Berechnen Sie die Nachzahlung von Beiträgen zur Rentenversicherung nach § 209 SGB VI. Der Rechner ermittelt den Mindestbeitrag pro Monat und die Gesamtnachzahlung für den gewählten Zeitraum.
Rechtsgrundlage
- § 209 Sozialgesetzbuch VI (SGB VI) ↗
Nachzahlung von Beiträgen — Mindestbeitrag und Fristen
Gültig ab: 1. 1. 2026
- § 7 Sozialgesetzbuch VI (SGB VI) ↗
Freiwillige Versicherung — Nachzahlungsmöglichkeit
Gültig ab: 1. 1. 2026
Kurz zum Thema
Die Nachzahlung von Beiträgen zur gesetzlichen Rentenversicherung ist in § 209 SGB VI geregelt. Diese Möglichkeit erlaubt es Versicherten, Lücken in der Versicherungsbiografie zu schließen und Wartezeiten zu erfüllen. Die Nachzahlung ist besonders relevant für Personen, die nach einer Phase der Arbeitslosigkeit oder Selbstständigkeit eine freiwillige Versicherung beginnen möchten und noch offene Zeiträume nachholen können.
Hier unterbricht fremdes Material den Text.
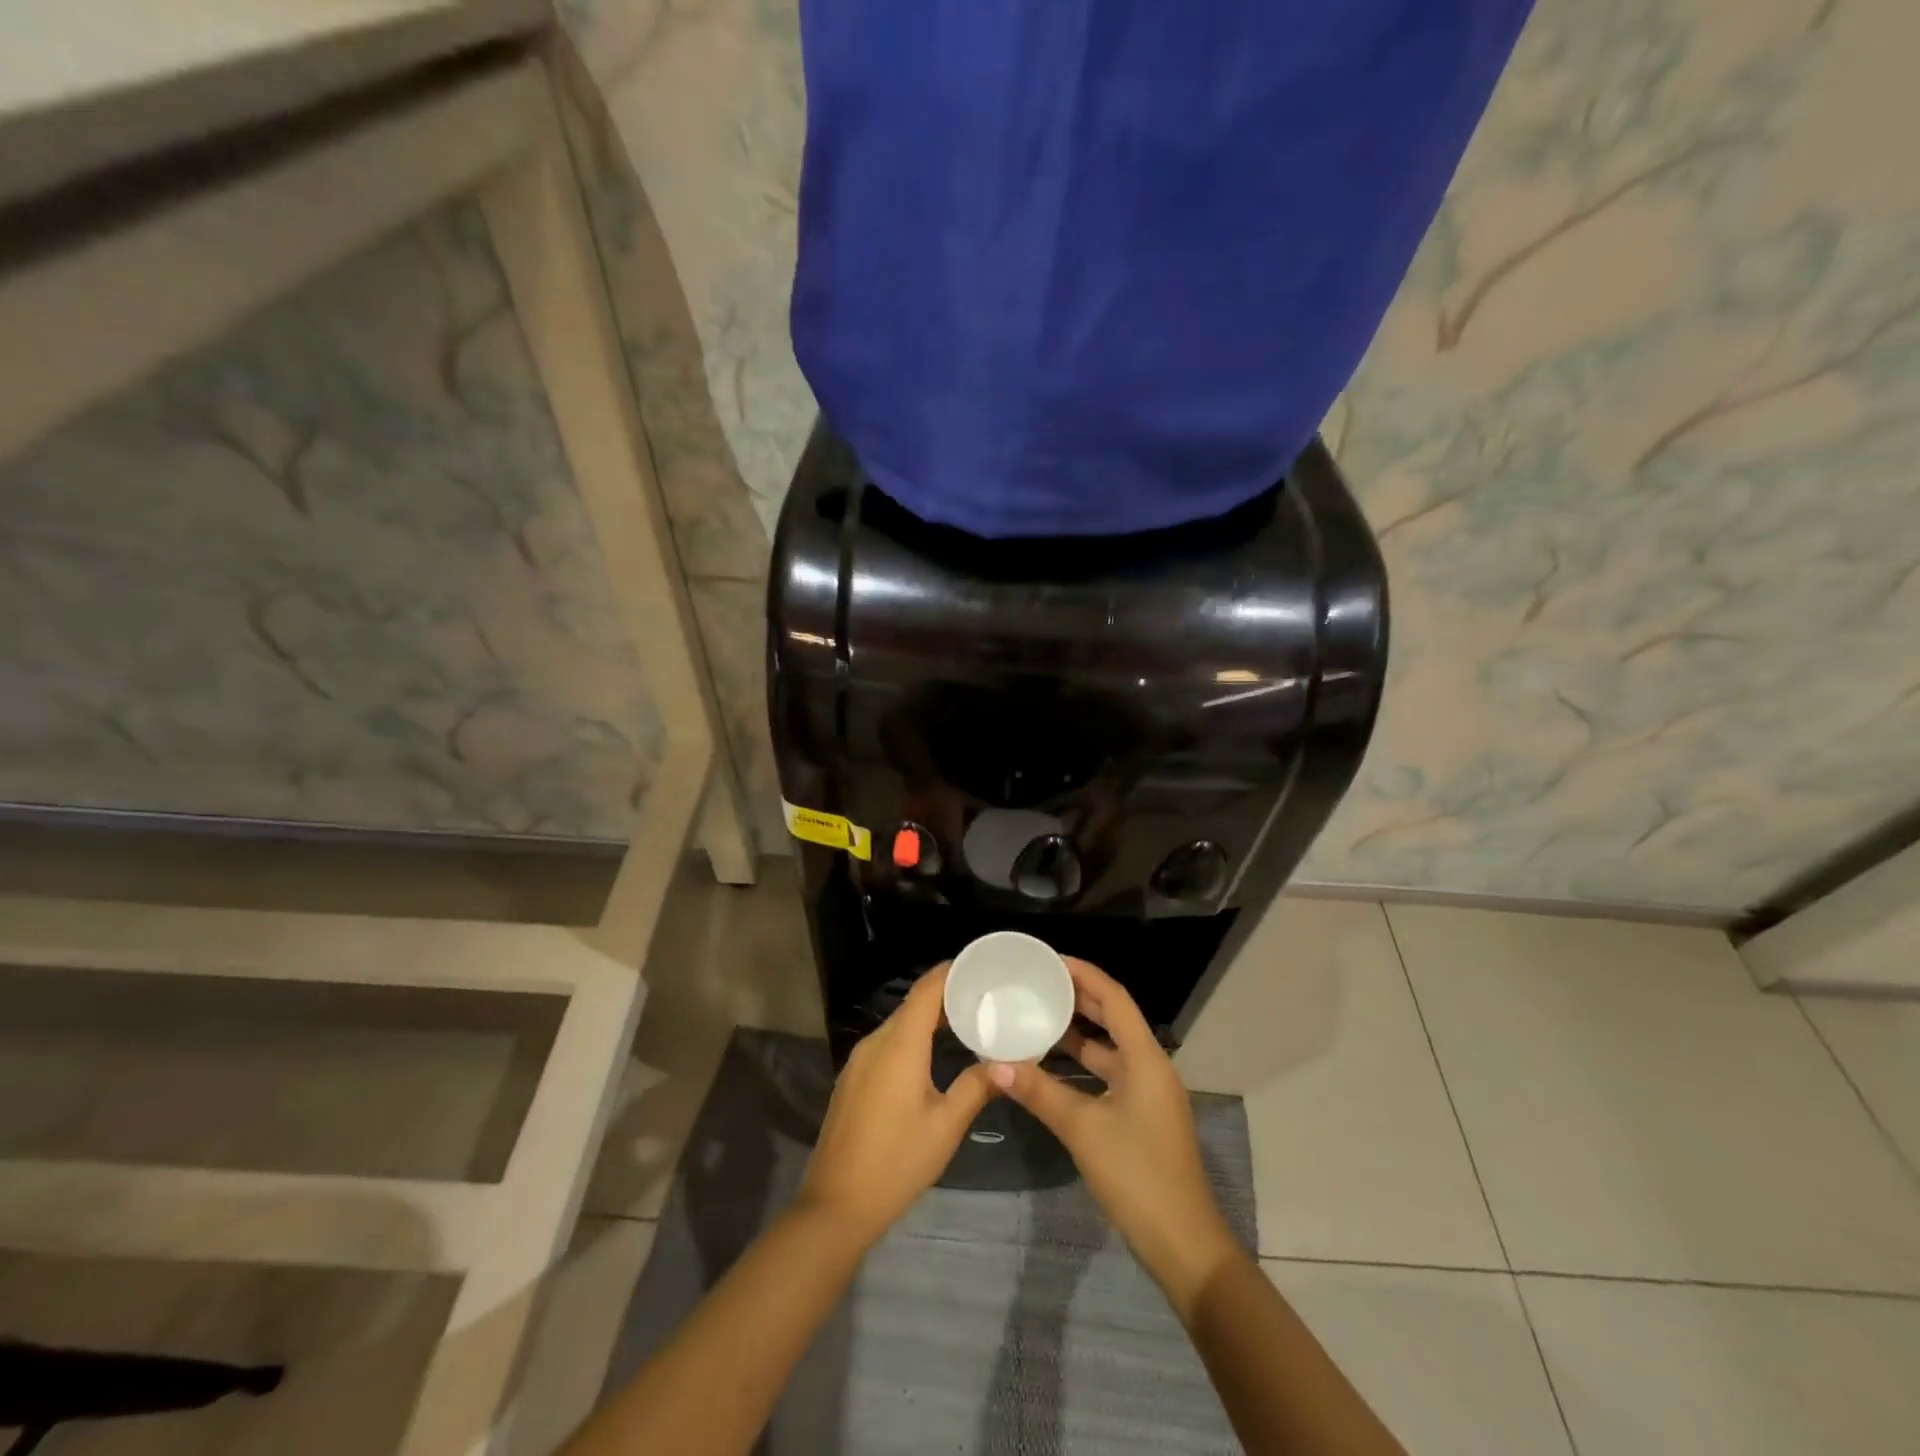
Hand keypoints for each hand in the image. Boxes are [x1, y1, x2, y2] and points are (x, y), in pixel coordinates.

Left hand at [798, 964, 993, 1249]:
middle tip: (986, 998)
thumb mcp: (945, 1126)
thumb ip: (976, 1087)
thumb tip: (1006, 1063)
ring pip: (900, 1024)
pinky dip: (913, 1038)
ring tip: (967, 1022)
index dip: (953, 971)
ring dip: (930, 1019)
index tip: (982, 966)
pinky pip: (887, 1044)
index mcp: (899, 1044)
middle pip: (914, 1004)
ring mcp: (859, 1060)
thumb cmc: (896, 1162)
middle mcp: (876, 1042)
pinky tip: (933, 1054)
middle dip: (948, 996)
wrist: (835, 1206)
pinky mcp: (853, 1078)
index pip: (927, 989)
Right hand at [989, 958, 1239, 1316]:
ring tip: (1039, 1016)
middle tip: (1038, 983)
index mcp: (1145, 1059)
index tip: (1050, 960)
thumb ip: (1039, 1092)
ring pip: (1110, 1050)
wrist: (1184, 1245)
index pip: (1114, 999)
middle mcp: (1150, 1068)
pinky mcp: (1142, 1117)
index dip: (1084, 974)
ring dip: (1078, 1034)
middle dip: (1078, 999)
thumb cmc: (1137, 1176)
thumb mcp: (1083, 1130)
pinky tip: (1052, 1068)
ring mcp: (1148, 1094)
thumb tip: (995, 1062)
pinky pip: (1109, 1075)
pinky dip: (1082, 1066)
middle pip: (1114, 1019)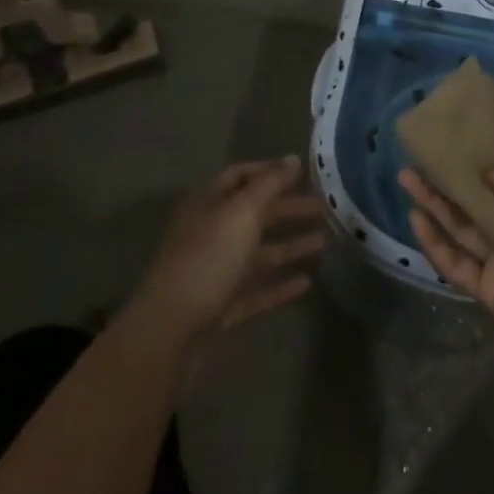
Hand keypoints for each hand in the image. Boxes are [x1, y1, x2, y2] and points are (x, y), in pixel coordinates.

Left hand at [130, 157, 324, 350]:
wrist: (169, 335)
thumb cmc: (207, 260)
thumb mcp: (241, 212)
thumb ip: (269, 184)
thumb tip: (292, 158)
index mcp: (207, 205)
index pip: (239, 176)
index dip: (269, 171)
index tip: (302, 172)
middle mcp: (210, 234)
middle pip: (253, 214)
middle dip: (287, 208)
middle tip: (323, 206)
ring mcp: (214, 274)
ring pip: (257, 254)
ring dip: (289, 246)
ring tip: (324, 240)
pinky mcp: (221, 310)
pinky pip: (256, 291)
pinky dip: (280, 285)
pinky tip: (307, 282)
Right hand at [401, 166, 493, 375]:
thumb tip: (489, 176)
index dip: (481, 162)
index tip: (455, 141)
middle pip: (475, 202)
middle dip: (447, 181)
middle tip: (417, 160)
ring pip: (461, 228)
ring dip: (434, 205)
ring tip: (407, 180)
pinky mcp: (490, 289)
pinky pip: (457, 264)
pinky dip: (435, 244)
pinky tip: (415, 220)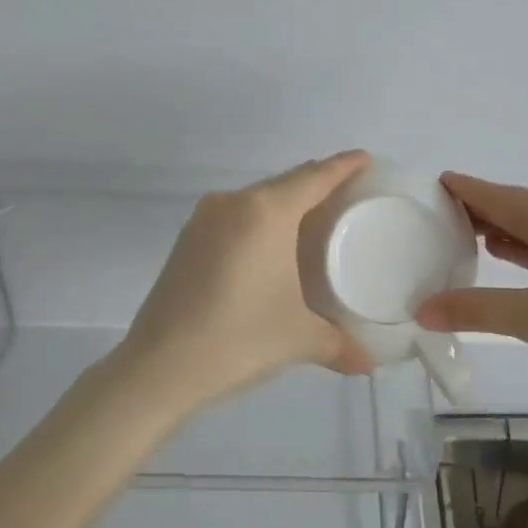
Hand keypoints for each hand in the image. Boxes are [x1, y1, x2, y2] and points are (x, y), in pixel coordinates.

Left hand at [114, 151, 375, 414]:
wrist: (158, 368)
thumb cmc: (238, 340)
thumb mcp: (299, 339)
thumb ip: (340, 345)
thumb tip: (369, 363)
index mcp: (266, 212)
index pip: (314, 176)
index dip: (344, 166)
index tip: (366, 159)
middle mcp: (233, 203)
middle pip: (286, 182)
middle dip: (318, 184)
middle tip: (348, 198)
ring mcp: (204, 219)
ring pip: (258, 198)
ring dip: (287, 203)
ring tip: (314, 222)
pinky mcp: (187, 239)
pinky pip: (236, 215)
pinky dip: (260, 221)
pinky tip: (271, 246)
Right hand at [416, 172, 527, 400]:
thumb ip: (477, 310)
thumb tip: (423, 311)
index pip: (501, 197)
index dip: (467, 191)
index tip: (437, 182)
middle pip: (524, 207)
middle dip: (485, 213)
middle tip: (443, 219)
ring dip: (512, 231)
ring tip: (472, 237)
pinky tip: (518, 254)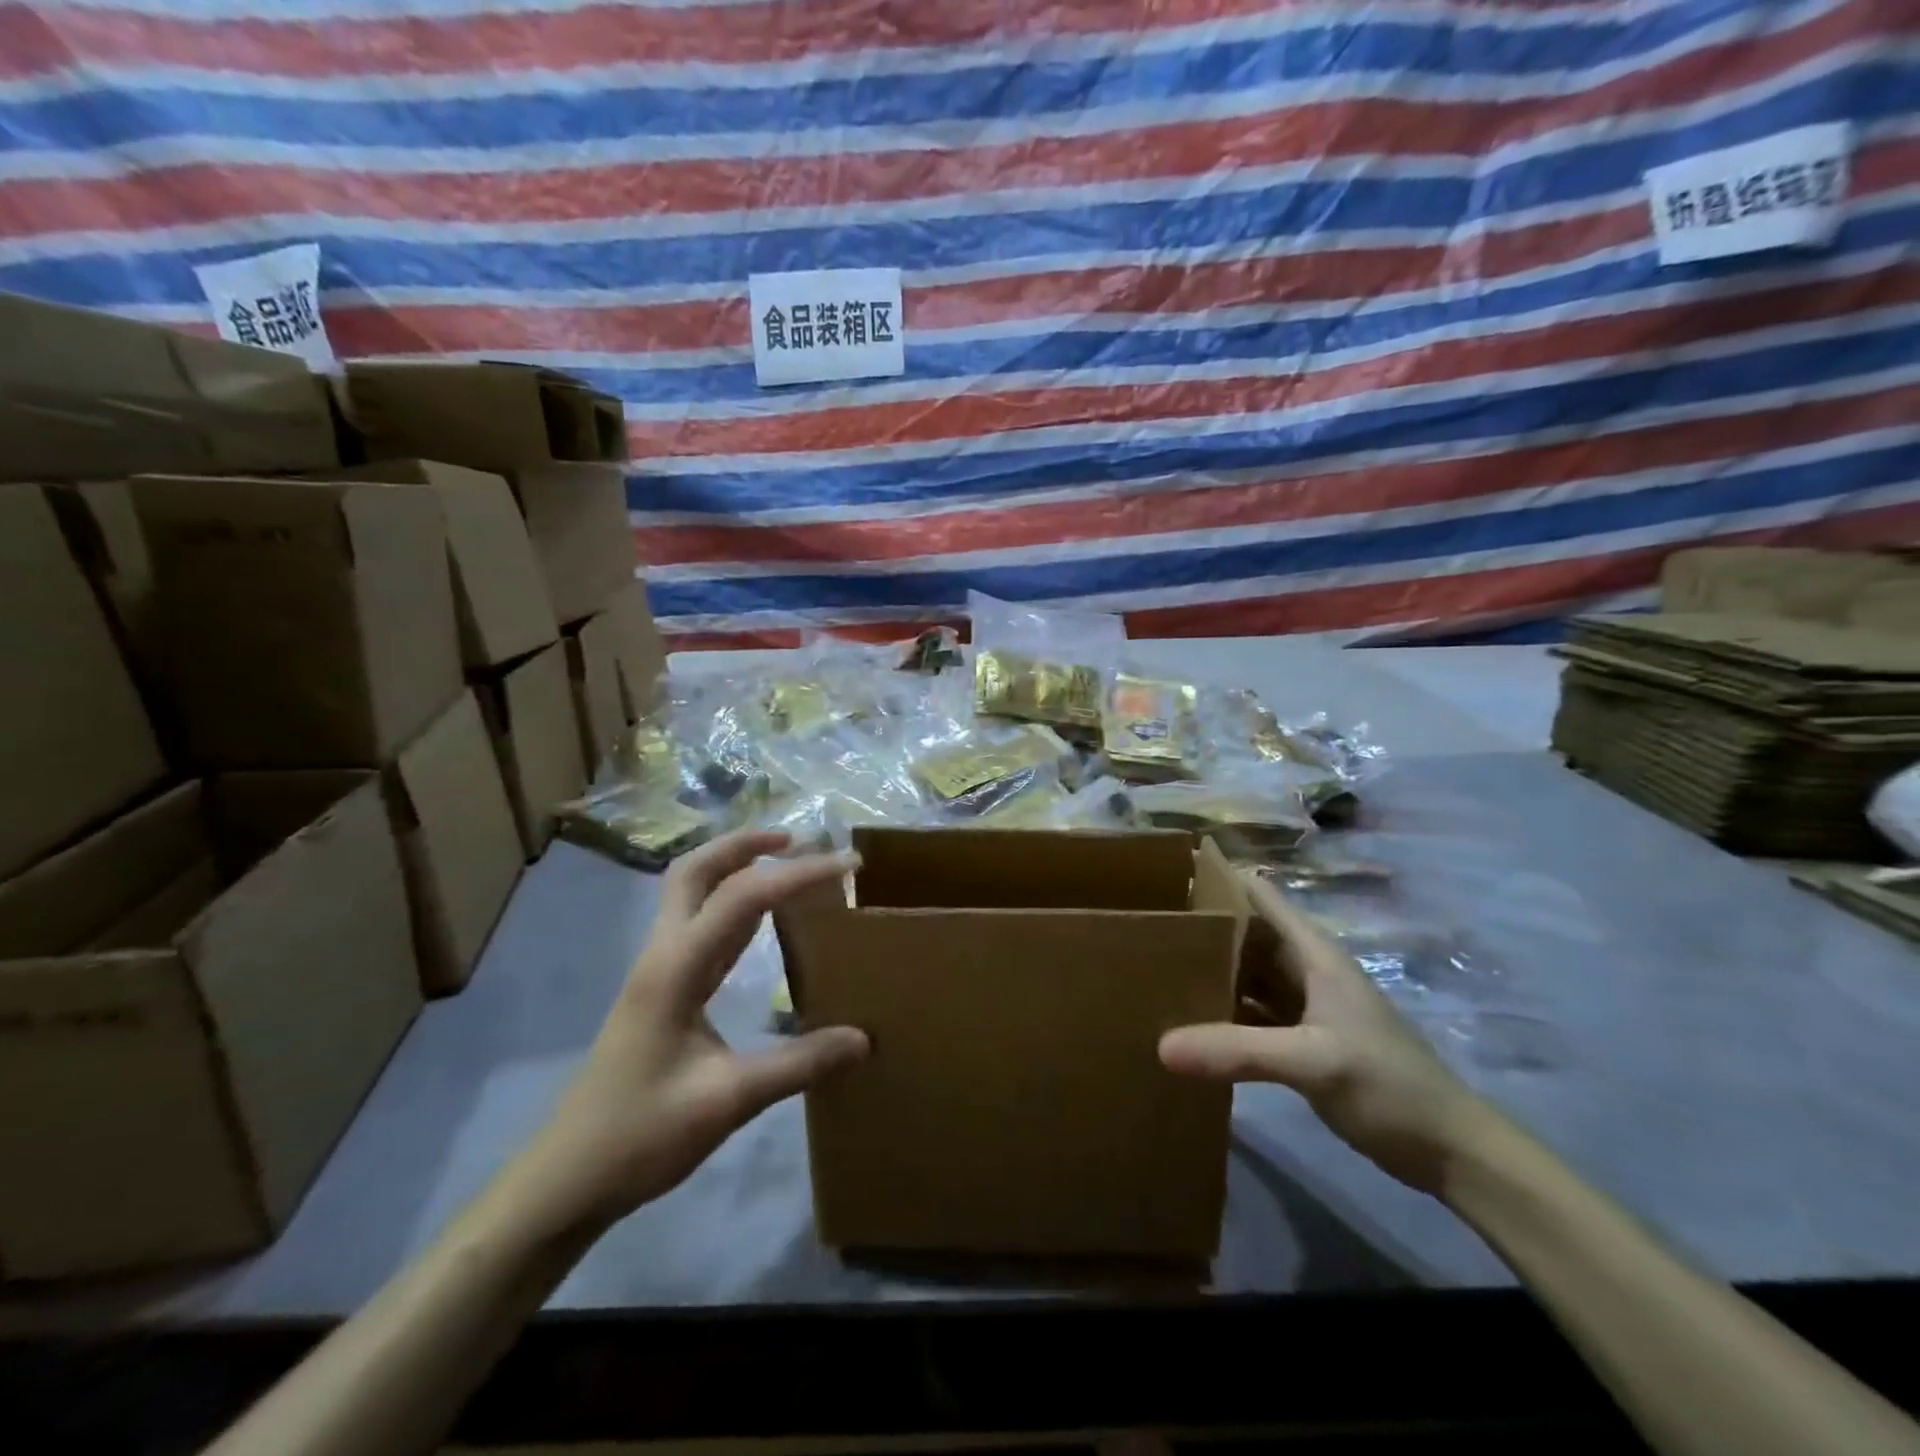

Voraussetzungen und Fristen
Die Nachzahlung muss innerhalb von sechs Monaten nach Beginn der freiwilligen Versicherung beantragt werden. Die nachzuzahlenden Zeiten müssen lückenlos aneinander anschließen. Es können maximal sechs Jahre zurückliegend nachgezahlt werden. Der Mindestbeitrag richtet sich nach der Mindestbeitragsbemessungsgrundlage, die sich aus der BBG der Rentenversicherung ableitet.
Steuerliche Absetzbarkeit
Nachzahlungsbeiträge zur Rentenversicherung sind als Sonderausgaben steuerlich absetzbar. Dies macht die Nachzahlung besonders attraktiv für Gutverdiener mit hoher Steuerbelastung. Die steuerliche Wirkung hängt vom persönlichen Steuersatz ab und kann die tatsächliche Belastung deutlich reduzieren.
Häufig gestellte Fragen zur Nachzahlung
Wer kann Beiträge nachzahlen?
Freiwillig Versicherte können Beiträge für zurückliegende Zeiträume nachzahlen, die vor dem Beginn der freiwilligen Versicherung lagen. Die Nachzahlung muss innerhalb von sechs Monaten nach Beginn der freiwilligen Versicherung beantragt werden. Pflichtversicherte können unter bestimmten Voraussetzungen ebenfalls nachzahlen.
Wie hoch ist der Mindestbeitrag bei Nachzahlung?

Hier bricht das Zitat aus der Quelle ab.